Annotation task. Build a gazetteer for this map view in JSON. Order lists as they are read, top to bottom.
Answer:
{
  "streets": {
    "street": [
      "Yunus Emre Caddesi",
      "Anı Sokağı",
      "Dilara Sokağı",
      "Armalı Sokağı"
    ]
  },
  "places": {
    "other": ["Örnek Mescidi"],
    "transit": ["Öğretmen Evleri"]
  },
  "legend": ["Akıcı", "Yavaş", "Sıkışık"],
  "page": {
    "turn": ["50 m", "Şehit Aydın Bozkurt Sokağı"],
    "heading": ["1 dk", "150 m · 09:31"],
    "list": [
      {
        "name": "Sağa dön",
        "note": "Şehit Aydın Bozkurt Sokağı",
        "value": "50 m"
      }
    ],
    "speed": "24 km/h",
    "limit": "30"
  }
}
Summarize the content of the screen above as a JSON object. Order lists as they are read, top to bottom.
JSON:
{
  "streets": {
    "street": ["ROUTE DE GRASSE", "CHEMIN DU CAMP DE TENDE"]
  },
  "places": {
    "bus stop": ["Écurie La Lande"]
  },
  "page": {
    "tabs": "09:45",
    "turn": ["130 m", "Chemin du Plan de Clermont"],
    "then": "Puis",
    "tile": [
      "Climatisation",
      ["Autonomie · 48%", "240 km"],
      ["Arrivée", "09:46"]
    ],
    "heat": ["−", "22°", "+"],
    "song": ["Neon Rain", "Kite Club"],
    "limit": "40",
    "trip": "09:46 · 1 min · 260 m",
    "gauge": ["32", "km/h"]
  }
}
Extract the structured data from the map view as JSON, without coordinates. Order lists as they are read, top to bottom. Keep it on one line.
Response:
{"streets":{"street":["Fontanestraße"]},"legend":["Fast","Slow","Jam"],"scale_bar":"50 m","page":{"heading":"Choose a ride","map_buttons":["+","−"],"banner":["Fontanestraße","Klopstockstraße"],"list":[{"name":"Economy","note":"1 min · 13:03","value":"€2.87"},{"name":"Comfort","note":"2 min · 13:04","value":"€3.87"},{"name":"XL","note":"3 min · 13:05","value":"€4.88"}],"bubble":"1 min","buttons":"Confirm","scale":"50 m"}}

What you have to do: Above are the entries; copy every line among them that contains the word "read".

Answer area:
Annotation task. Build a gazetteer for this map view in JSON. Order lists as they are read, top to bottom.
Summarize the content of the screen above as a JSON object. Order lists as they are read, top to bottom.
Extract the structured data from the map view as JSON, without coordinates. Order lists as they are read, top to bottom. Keep it on one line.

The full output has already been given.